My research uses Graph Signal Processing and graph learning to combine measurements from different sensors, resolutions, and physical contexts—recovering information that a single modality cannot reliably provide alone.
Pixels or measurements become graph nodes; edges encode spatial, terrain, spectral, temporal, or sensor-derived relationships. This representation supports reconstruction on irregular domains, the incorporation of ancillary variables, and the preservation of local structure.
My remote-sensing research combines data from NASA's Soil Moisture Active Passive (SMAP) mission, MODIS products, and Global Navigation Satellite System Reflectometry (GNSS-R) measurements from the SMAP reflectometer with terrain elevation, land-surface temperature, vegetation optical depth, and vegetation water content. The work addresses coarse resolution, missing observations, and mismatched spatial scales, with validation against in-situ measurements at calibration sites across the United States.

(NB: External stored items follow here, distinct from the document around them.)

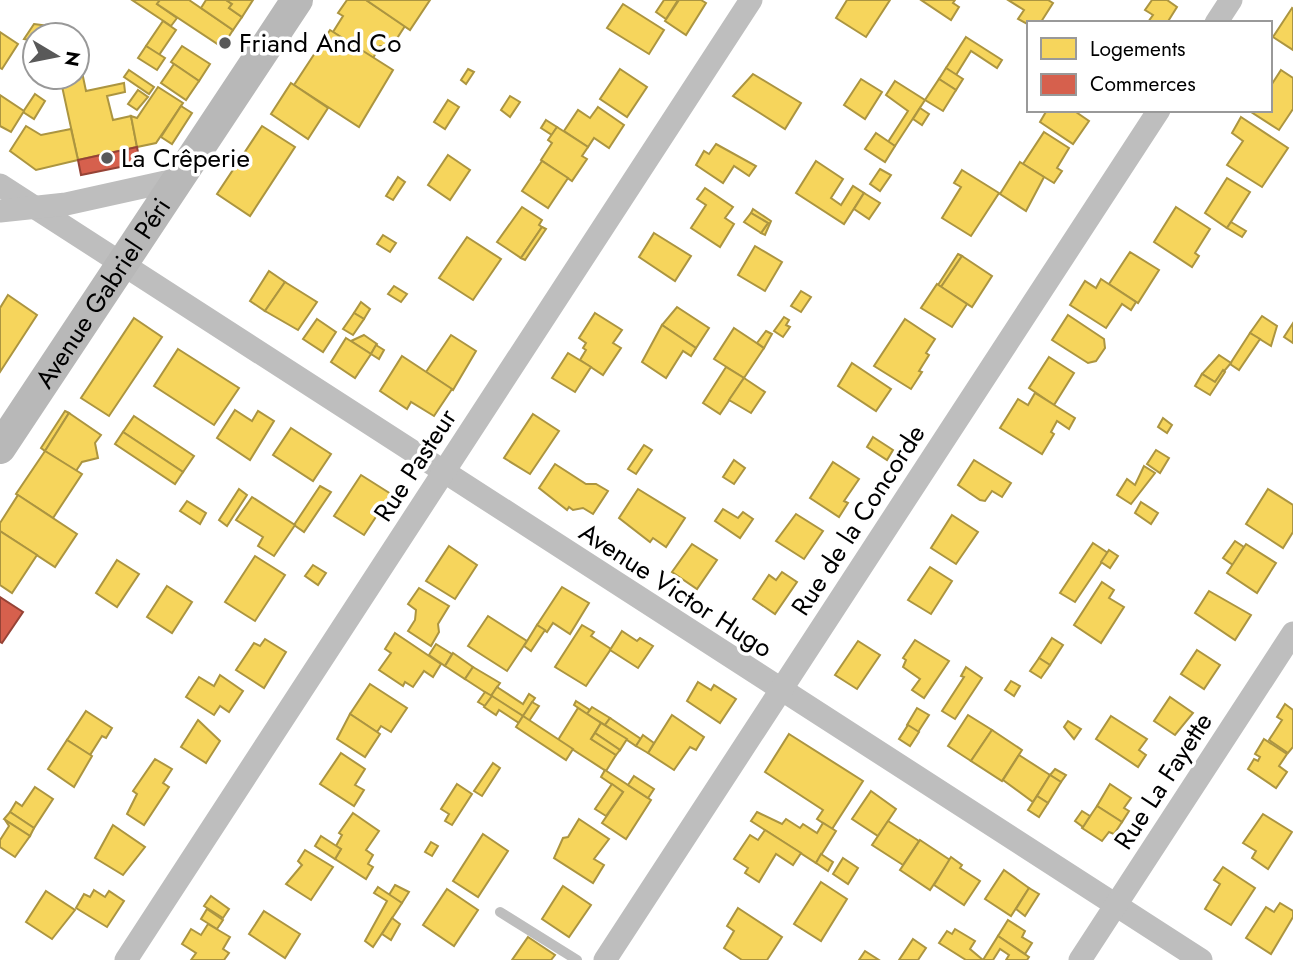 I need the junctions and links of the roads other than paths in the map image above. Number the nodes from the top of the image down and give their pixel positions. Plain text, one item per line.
1 (297, 0) edge
2 (751, 0) edge
3 (1231, 0) edge
4 (1217, 21) edge
5 (1158, 112) edge
6 (179, 178) junction
7 (0, 186) edge
8 (39, 209) junction
9 (0, 211) edge
10 (123, 266) junction
11 (0, 448) edge
12 (443, 473) junction
13 (1293, 633) edge
14 (780, 691) junction
15 (1115, 905) junction
16 (500, 912) dead end
17 (126, 960) edge
18 (577, 960) edge
19 (604, 960) edge
20 (1080, 960) edge
21 (1201, 960) edge

1 - 6 street, Avenue Gabriel Péri
2 - 12 street, Rue Pasteur
3 - 4 street
5 - 14 street, Rue de la Concorde
6 - 8 street
6 - 10 street, Avenue Gabriel Péri
7 - 8 street, Avenue Victor Hugo
8 - 9 street
8 - 10 street, Avenue Victor Hugo
10 - 11 street, Avenue Gabriel Péri
10 - 12 street, Avenue Victor Hugo
12 - 14 street, Avenue Victor Hugo
12 - 17 street, Rue Pasteur
13 - 15 street, Rue La Fayette
14 - 15 street, Avenue Victor Hugo
14 - 19 street, Rue de la Concorde
15 - 20 street, Rue La Fayette
15 - 21 street, Avenue Victor Hugo
16 - 18 lane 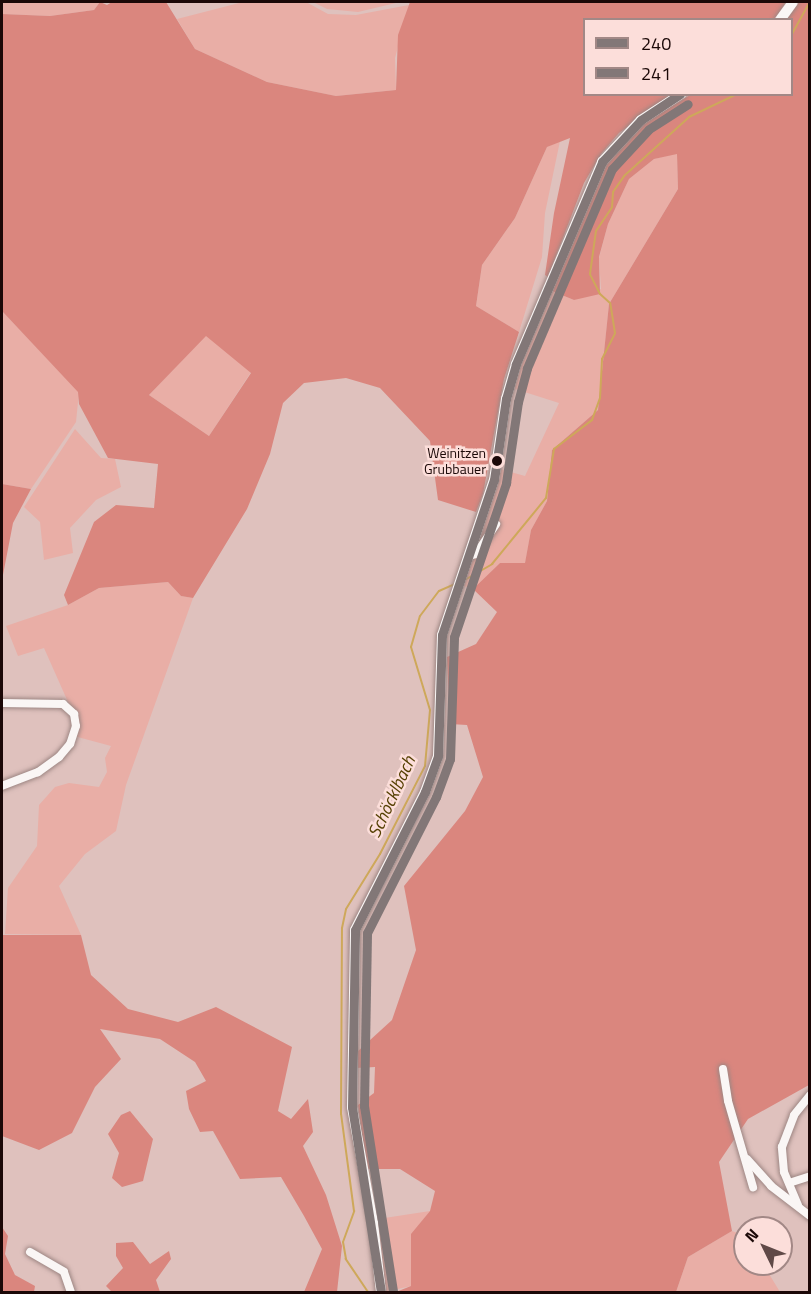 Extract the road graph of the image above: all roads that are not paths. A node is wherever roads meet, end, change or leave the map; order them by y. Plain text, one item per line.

Established a GSP reconstruction framework in which high-resolution ancillary data define graph relationships for improving coarse remote-sensing observations.
Extended the framework with data-fitting, structural-model, and graph-smoothness terms to integrate soil moisture, temperature, vegetation, and terrain information while maintaining physical consistency.
Introduced a GCN framework that learns edge relationships from multimodal features and transfers them to unseen geographic regions when ancillary data are available.